> _Task instructions_: The answer must consist of every line from the entries that holds the word "roads".

> _Provided data_:
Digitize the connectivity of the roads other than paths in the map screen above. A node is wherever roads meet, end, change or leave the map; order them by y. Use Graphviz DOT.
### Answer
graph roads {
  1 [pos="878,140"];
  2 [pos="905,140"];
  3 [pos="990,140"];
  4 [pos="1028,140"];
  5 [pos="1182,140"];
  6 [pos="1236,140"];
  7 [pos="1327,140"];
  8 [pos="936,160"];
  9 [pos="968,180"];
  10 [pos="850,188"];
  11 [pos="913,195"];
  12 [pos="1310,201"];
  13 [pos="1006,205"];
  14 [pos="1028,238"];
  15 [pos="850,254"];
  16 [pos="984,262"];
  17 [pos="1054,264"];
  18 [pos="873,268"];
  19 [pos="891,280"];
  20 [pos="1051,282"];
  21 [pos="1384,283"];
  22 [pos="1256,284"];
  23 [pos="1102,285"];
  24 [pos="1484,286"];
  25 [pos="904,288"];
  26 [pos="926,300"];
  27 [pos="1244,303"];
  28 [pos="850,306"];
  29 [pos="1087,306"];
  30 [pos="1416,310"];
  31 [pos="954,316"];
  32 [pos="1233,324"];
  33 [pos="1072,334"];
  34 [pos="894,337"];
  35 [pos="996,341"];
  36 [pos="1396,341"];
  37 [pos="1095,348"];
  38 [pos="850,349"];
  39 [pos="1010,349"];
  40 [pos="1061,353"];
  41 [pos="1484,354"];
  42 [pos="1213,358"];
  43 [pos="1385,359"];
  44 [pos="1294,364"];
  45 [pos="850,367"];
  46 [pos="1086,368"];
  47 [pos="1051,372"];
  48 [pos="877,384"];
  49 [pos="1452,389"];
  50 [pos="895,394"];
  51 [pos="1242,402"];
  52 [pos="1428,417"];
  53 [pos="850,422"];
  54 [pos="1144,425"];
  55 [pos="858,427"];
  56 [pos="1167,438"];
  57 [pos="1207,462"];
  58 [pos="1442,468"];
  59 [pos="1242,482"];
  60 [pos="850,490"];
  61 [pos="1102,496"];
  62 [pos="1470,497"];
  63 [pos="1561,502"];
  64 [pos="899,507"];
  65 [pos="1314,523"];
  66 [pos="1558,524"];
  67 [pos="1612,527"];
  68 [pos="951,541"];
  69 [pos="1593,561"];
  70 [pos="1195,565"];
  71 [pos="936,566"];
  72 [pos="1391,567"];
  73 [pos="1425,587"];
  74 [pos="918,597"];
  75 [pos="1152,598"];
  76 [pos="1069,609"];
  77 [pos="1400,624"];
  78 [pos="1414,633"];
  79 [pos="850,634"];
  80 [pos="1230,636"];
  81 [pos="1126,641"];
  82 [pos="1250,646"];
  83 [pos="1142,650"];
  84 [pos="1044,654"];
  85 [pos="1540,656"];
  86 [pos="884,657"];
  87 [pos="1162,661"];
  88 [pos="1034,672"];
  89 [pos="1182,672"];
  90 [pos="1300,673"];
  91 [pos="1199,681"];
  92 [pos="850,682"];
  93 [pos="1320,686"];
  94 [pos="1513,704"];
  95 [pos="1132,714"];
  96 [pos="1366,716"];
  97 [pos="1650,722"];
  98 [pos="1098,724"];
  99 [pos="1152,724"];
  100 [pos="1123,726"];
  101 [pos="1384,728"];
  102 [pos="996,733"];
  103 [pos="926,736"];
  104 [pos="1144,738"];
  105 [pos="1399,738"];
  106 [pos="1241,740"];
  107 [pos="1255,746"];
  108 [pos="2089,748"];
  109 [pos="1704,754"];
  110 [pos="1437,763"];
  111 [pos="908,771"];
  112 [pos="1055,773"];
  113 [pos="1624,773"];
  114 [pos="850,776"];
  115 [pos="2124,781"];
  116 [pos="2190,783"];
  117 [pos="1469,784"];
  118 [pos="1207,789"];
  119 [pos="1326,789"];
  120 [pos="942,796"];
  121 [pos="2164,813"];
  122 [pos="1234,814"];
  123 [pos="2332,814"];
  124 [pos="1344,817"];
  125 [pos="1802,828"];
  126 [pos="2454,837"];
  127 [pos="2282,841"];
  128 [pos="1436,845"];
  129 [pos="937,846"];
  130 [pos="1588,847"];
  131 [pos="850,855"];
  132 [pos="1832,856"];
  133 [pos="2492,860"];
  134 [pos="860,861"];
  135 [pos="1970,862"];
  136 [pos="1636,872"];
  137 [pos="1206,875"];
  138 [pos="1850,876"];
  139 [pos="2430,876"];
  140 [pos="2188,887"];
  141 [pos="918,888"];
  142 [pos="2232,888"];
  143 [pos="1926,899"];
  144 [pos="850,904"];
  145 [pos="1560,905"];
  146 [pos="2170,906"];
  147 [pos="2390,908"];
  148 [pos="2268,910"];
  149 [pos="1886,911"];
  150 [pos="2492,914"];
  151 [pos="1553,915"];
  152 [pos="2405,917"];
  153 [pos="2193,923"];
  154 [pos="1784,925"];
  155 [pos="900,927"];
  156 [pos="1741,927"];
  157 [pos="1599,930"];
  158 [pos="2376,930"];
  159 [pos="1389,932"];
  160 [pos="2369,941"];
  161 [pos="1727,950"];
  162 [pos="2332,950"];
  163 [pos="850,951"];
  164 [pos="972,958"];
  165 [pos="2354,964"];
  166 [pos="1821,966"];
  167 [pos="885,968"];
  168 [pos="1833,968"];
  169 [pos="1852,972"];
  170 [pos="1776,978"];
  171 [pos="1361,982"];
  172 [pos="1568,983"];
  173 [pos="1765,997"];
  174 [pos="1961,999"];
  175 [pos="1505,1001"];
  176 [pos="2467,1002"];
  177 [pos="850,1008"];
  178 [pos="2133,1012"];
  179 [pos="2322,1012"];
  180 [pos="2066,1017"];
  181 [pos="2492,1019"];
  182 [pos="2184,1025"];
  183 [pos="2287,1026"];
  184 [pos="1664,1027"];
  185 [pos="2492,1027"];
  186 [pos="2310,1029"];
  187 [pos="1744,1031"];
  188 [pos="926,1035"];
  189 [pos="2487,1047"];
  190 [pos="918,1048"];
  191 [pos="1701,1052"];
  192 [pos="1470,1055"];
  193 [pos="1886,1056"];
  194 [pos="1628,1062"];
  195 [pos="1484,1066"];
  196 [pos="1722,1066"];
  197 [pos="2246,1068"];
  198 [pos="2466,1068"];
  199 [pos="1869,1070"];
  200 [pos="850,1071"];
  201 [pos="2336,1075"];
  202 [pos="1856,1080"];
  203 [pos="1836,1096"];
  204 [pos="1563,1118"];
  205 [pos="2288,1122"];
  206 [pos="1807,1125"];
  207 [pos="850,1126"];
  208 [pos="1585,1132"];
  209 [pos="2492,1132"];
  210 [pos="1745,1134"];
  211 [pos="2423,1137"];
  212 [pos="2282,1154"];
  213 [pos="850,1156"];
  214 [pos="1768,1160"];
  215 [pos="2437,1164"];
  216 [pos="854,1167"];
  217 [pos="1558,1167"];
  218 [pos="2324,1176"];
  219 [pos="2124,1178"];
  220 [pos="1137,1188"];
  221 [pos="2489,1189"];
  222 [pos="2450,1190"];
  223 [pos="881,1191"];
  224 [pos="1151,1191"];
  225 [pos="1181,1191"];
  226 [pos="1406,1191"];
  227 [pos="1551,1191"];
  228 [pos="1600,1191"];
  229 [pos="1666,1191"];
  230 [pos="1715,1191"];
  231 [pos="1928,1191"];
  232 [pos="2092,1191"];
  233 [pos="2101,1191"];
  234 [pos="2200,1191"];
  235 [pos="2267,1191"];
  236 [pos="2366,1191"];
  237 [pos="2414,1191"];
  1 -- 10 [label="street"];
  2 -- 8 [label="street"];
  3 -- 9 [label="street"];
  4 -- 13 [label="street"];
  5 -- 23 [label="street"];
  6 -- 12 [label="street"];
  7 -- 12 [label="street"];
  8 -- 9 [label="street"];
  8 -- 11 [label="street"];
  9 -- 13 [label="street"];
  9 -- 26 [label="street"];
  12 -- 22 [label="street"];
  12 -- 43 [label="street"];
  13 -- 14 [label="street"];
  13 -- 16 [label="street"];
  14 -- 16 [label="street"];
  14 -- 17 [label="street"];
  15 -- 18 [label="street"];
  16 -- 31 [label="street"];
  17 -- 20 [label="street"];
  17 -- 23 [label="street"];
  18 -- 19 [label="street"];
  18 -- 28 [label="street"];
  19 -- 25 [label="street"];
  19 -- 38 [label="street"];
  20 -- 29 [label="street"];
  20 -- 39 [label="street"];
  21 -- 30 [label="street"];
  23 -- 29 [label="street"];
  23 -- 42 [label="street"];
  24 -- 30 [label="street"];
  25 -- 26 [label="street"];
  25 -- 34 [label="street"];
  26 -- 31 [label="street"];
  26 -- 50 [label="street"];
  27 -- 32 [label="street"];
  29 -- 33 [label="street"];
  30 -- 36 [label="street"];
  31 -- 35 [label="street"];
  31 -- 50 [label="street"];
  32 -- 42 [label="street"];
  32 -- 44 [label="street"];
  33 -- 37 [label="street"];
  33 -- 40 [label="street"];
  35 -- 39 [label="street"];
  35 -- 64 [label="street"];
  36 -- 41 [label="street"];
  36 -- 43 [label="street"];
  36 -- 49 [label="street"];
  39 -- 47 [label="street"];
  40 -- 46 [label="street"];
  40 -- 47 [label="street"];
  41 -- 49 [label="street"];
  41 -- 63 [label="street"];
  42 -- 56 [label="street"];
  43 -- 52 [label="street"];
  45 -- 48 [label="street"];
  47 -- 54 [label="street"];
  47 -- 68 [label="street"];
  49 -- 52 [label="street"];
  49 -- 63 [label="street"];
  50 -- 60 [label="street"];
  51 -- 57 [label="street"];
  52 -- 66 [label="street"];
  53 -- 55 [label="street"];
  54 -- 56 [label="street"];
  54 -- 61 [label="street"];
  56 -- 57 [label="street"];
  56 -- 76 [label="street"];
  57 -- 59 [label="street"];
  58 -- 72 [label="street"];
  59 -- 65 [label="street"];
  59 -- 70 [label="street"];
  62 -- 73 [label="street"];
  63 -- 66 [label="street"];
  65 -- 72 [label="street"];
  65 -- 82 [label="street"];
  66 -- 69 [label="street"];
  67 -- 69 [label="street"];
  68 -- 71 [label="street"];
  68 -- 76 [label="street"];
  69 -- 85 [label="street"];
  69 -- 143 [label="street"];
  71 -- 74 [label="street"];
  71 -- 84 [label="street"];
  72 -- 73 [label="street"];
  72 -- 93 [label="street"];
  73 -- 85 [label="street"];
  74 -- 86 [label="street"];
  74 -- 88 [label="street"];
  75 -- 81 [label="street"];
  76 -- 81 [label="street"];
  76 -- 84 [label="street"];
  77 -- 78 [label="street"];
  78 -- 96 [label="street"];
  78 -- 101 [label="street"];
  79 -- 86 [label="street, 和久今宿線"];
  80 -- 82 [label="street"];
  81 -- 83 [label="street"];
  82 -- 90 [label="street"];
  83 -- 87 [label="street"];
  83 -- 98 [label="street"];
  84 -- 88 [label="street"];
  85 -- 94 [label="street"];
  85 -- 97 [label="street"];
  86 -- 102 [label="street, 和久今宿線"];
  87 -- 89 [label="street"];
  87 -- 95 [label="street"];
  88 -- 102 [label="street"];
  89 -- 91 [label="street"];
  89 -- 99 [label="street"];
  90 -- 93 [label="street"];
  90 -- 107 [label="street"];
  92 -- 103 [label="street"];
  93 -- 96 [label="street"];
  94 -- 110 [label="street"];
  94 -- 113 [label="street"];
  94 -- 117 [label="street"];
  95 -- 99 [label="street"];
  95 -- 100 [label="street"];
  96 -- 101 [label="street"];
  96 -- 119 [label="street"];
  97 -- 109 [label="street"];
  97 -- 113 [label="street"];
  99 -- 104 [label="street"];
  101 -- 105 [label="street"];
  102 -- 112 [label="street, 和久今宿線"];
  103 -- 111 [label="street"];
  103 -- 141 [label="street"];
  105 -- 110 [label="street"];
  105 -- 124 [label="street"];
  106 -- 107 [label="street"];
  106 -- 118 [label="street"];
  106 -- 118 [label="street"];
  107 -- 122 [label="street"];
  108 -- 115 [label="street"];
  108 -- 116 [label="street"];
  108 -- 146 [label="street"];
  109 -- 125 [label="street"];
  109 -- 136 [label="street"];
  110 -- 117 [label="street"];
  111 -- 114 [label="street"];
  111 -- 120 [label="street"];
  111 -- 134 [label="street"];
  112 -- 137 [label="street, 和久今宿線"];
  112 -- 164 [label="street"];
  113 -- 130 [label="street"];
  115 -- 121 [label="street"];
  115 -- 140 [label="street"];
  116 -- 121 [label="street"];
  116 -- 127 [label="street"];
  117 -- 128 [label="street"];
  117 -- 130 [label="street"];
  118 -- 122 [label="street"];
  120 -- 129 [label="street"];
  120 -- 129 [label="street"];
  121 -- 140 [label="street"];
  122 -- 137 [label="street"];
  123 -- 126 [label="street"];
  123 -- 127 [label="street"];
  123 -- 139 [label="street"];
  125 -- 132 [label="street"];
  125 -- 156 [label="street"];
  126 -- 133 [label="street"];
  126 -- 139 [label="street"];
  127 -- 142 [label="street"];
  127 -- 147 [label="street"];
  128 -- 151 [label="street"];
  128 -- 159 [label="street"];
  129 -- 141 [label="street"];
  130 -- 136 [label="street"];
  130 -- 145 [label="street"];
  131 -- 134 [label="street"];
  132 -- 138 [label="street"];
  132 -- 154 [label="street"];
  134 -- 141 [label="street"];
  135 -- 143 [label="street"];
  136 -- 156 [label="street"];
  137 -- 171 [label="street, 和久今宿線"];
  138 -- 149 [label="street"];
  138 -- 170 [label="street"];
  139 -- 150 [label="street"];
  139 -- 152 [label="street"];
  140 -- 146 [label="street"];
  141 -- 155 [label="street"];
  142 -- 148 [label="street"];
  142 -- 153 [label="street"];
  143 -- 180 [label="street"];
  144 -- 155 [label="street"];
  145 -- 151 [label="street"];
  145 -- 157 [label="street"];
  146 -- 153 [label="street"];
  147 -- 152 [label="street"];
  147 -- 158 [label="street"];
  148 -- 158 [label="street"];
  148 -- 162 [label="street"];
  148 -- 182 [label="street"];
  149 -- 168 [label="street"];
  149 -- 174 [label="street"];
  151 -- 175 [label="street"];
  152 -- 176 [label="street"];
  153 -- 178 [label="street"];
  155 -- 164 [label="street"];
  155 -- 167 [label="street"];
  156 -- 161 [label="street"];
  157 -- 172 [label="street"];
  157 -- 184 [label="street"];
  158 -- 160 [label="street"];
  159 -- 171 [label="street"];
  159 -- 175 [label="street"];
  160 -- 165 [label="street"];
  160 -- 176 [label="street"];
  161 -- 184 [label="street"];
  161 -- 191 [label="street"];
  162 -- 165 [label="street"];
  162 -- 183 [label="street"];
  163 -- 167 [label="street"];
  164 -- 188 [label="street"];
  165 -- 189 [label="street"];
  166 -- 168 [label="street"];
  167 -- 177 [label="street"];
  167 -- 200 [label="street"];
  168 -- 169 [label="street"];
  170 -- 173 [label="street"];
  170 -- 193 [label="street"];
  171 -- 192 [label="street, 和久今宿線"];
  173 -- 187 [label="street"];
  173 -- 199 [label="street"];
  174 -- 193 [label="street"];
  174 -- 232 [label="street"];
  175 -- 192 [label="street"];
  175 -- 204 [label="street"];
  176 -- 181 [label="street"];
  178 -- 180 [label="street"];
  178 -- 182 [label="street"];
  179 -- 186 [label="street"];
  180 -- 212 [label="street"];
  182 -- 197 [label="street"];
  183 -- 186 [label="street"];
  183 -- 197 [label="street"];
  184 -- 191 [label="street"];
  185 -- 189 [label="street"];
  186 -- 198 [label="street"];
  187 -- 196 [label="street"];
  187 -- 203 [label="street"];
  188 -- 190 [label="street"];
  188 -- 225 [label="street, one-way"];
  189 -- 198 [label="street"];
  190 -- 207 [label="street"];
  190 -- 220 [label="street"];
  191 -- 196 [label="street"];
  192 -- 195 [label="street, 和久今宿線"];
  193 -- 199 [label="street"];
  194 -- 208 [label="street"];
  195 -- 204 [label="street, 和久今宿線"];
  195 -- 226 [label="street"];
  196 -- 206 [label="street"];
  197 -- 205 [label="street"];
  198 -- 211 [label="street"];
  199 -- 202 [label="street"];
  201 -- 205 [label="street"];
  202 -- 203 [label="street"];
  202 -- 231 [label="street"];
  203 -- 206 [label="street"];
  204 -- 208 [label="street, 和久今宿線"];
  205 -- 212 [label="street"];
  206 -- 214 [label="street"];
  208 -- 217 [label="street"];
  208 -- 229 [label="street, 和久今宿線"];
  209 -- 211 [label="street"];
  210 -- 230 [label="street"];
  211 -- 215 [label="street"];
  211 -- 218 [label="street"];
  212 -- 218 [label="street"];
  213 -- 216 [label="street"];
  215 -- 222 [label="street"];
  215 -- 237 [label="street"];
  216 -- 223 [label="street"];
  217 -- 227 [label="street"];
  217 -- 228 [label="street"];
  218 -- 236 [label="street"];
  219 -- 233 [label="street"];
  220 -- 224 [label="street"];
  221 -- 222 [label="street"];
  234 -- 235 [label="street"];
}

> _Task solution_:
Digitize the connectivity of the roads other than paths in the map screen above. A node is wherever roads meet, end, change or leave the map; order them by y. Use Graphviz DOT.
graph roads {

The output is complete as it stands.